Samedi 22 septembre 2012. 21h30.
Lenny Popkin : saxophone ténor
Gilles Naturel : contrebasse
Carol Tristano : batterie
Pour situer ce trio, il faut d’abord savoir que Carol Tristano est l’épouse de Lennie Popkin et la fille de Lennie Tristano qui fut le maître de Lenny Popkin. C’est du Jazz de Blancs, cool, mélodieux, sophistiqué. Avec la même instrumentation, c’est l’opposé du trio de Sonny Rollins. Ce n’est ni mieux ni moins bien, juste différent.
Ils démarrent pile à l’heure indiquée, 21h30. Du jamais vu au Sunside. « I’m getting sentimental over You ». Lenny Popkin est vraiment un musicien cool: il tient son saxophone légèrement incline mais moins que le Président Lester Young, tout de même. La rythmique est régulière, précise, toujours en appui, sans la ramener comme l’aimait Lennie Tristano. Les baguettes caressent comme des balais. Gilles Naturel pose les fondations, Carol Tristano la charpente et, avec Lenny Popkin, le toit s’envole, laissant passer l’air. Et pourtant, ça tient chaud. Les musiciens experts peuvent s’amuser à regarder les partitions pour comparer avec ce que ce trio en fait. Pour les ignares comme moi qui ne savent ni lire, ni écrire, ni jouer la musique, il suffit de se laisser emporter. C’est fluide. Personne ne fait de démonstration. Tout coule comme dit Héraclite. Gilles Naturel sonne comme son nom. C’est chaud, c’est boisé, ça vibre. Même sans être amateur de whisky, j’apprécie. Aucun style de musique n’a pu perturber leur cool attitude. Ils gardent un art vivant. Lenny Popkin est vraiment le digne continuateur de Warne Marsh. J’espère que son art ne disparaîtra pas avec lui (il est né à New York en 1941).

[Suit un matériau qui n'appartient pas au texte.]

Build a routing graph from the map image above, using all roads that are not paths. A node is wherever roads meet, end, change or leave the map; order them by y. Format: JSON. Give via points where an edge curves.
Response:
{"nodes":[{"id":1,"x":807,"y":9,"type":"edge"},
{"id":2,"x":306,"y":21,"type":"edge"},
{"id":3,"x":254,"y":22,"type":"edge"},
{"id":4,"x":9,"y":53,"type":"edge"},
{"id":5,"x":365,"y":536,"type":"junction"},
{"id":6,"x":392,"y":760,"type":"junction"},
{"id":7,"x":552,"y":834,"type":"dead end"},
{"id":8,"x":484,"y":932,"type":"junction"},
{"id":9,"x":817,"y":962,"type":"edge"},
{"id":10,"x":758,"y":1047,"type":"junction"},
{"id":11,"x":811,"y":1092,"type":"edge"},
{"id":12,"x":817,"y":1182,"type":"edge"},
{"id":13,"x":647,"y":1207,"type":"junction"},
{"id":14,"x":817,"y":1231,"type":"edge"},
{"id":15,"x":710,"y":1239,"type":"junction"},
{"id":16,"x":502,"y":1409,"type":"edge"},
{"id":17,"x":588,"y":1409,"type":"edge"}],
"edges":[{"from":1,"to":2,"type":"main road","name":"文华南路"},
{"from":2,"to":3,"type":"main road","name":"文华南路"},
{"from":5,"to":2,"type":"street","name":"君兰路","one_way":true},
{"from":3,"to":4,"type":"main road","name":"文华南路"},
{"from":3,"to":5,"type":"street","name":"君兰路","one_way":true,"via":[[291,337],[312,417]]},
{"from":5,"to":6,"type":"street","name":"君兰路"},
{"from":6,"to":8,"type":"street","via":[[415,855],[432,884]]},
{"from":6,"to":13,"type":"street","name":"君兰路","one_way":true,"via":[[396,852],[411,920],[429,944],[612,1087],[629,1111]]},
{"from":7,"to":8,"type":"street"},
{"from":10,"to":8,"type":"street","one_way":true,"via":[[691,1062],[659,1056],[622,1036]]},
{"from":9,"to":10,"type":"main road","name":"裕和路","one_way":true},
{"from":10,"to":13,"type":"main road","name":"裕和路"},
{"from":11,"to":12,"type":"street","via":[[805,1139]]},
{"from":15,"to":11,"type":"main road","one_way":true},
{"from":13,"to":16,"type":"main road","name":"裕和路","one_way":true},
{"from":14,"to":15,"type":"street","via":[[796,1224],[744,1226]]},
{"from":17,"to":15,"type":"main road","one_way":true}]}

Lenny présente les morceaux en français avec un délicieux accent américain : « Maintenant nous allons improviser sur un standard qui s’appelle What is this thing called love ». A part Lee Konitz et Martial Solal dans un autre genre même si Lee Konitz est aussi un ancien élève de Lennie Tristano, je ne connais aucun Jazzman qui, en 2012, improvise avec autant de liberté et de personnalité sur les standards du Great American Songbook. Quelle fluidité, quelle finesse ! Cela n’empêche pas quelques coups de pédale sur la grosse caisse de temps en temps mais juste de quoi marquer, relancer. Ca glisse comme un beau voilier, tranquille, apparemment lent et pourtant rapide. Ca vous masse le cerveau fort agréablement. La salle n’est pas remplie ce qui prouve que mon pouvoir prescriptif n’est pas encore suffisant. Pourtant quelle leçon de musique et de liberté à partir de matériaux de base apparemment éculés! Un solo de batterie joué avec intelligence, maîtrise, précision, sans démonstration. Carol Tristano est aussi cool dans son style que dans son jeu : une jupe longue à fleurs, sans chaussures derrière sa batterie.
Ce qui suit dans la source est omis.